> **TRY IT**
Of the entries below, return only those lines from the line with "middle dip: (801, 186)" to the line with "pinky mcp: (834, 222)", exactly, both included.

───── DATA SHOWN ─────

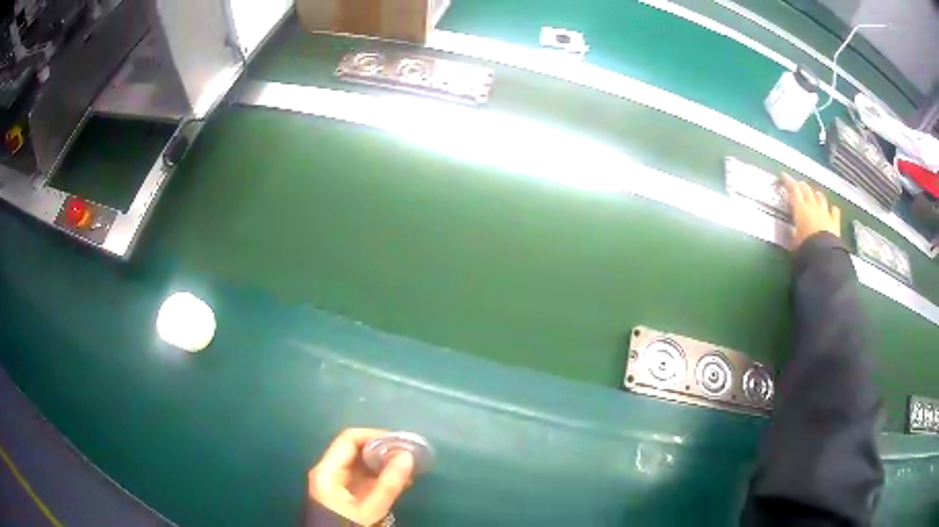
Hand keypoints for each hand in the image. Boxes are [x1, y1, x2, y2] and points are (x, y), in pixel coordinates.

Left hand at [309, 429, 414, 525]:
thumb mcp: (368, 510)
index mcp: (327, 471)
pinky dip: (382, 478)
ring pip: (362, 465)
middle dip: (383, 451)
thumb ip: (387, 485)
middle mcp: (330, 472)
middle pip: (356, 451)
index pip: (349, 440)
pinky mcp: (346, 496)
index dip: (375, 436)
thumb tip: (407, 456)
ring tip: (410, 469)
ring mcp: (337, 484)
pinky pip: (364, 479)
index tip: (401, 442)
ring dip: (385, 465)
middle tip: (410, 455)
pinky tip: (401, 481)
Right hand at [782, 174, 840, 249]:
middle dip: (801, 186)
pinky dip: (833, 210)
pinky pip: (835, 212)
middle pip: (807, 190)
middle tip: (797, 185)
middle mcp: (813, 206)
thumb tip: (793, 229)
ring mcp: (825, 213)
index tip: (782, 175)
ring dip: (816, 195)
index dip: (788, 181)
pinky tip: (832, 209)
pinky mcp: (834, 222)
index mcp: (801, 208)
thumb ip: (793, 232)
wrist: (824, 253)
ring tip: (814, 195)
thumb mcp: (794, 240)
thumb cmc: (806, 246)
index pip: (793, 189)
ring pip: (820, 198)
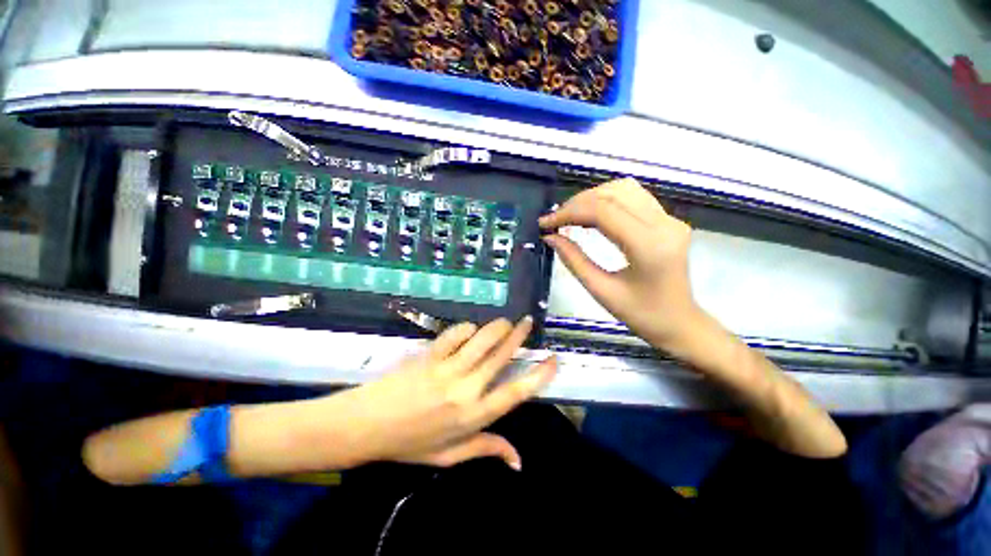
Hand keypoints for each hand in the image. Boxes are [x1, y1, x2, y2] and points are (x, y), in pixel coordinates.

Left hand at [338, 317, 556, 470]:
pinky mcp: (430, 355)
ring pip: (482, 339)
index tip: (552, 360)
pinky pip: (455, 334)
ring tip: (505, 321)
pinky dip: (466, 329)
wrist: (365, 426)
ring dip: (497, 327)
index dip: (539, 375)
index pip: (516, 393)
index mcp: (474, 417)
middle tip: (528, 322)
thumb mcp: (449, 456)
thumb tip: (518, 460)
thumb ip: (485, 449)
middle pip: (501, 356)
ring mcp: (447, 369)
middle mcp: (466, 389)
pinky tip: (469, 330)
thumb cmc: (409, 444)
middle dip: (518, 336)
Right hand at [539, 178, 701, 352]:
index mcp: (649, 246)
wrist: (679, 323)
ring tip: (569, 216)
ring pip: (624, 189)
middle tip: (554, 220)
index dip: (570, 212)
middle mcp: (664, 224)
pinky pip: (633, 197)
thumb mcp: (601, 291)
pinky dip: (606, 200)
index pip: (603, 212)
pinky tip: (590, 214)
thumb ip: (574, 261)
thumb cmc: (641, 315)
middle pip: (613, 194)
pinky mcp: (668, 220)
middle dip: (577, 203)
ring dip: (591, 198)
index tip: (545, 223)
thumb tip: (550, 237)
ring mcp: (669, 219)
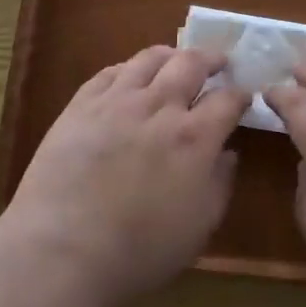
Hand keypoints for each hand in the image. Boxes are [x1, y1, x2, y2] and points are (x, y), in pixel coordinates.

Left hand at [6, 45, 248, 306]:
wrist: (61, 250)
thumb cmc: (138, 251)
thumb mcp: (198, 228)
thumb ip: (219, 184)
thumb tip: (228, 153)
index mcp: (194, 137)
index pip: (228, 99)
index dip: (241, 95)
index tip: (244, 97)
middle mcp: (159, 107)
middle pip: (191, 63)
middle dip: (211, 58)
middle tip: (218, 62)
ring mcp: (117, 101)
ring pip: (149, 59)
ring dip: (171, 55)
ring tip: (176, 59)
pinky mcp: (81, 105)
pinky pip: (110, 72)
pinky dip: (129, 68)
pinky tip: (131, 76)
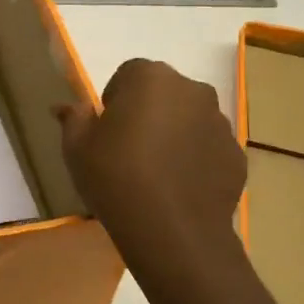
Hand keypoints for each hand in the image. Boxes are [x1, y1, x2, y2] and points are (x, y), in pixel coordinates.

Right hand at [56, 58, 245, 260]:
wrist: (172, 230)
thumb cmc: (115, 176)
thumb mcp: (76, 147)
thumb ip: (73, 118)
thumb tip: (66, 107)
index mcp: (151, 78)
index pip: (129, 73)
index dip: (115, 99)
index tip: (106, 129)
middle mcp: (192, 90)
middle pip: (163, 92)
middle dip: (148, 111)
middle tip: (128, 147)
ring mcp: (220, 123)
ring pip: (189, 118)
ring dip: (173, 133)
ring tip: (154, 170)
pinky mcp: (236, 155)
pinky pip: (207, 147)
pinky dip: (194, 158)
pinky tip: (177, 186)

─────

> **EXERCISE RESPONSE**
middle dip: (801, 186)
pinky dip: (833, 210)
pinky pip: (835, 212)
middle pip: (807, 190)
middle tip: (797, 185)
middle mcp: (813, 206)
thumb tip: (793, 229)
ring mcp: (825, 213)
index tip: (782, 175)
ring dip: (816, 195)
index dip: (788, 181)
pinky tip: (832, 209)
pinky mcp: (834, 222)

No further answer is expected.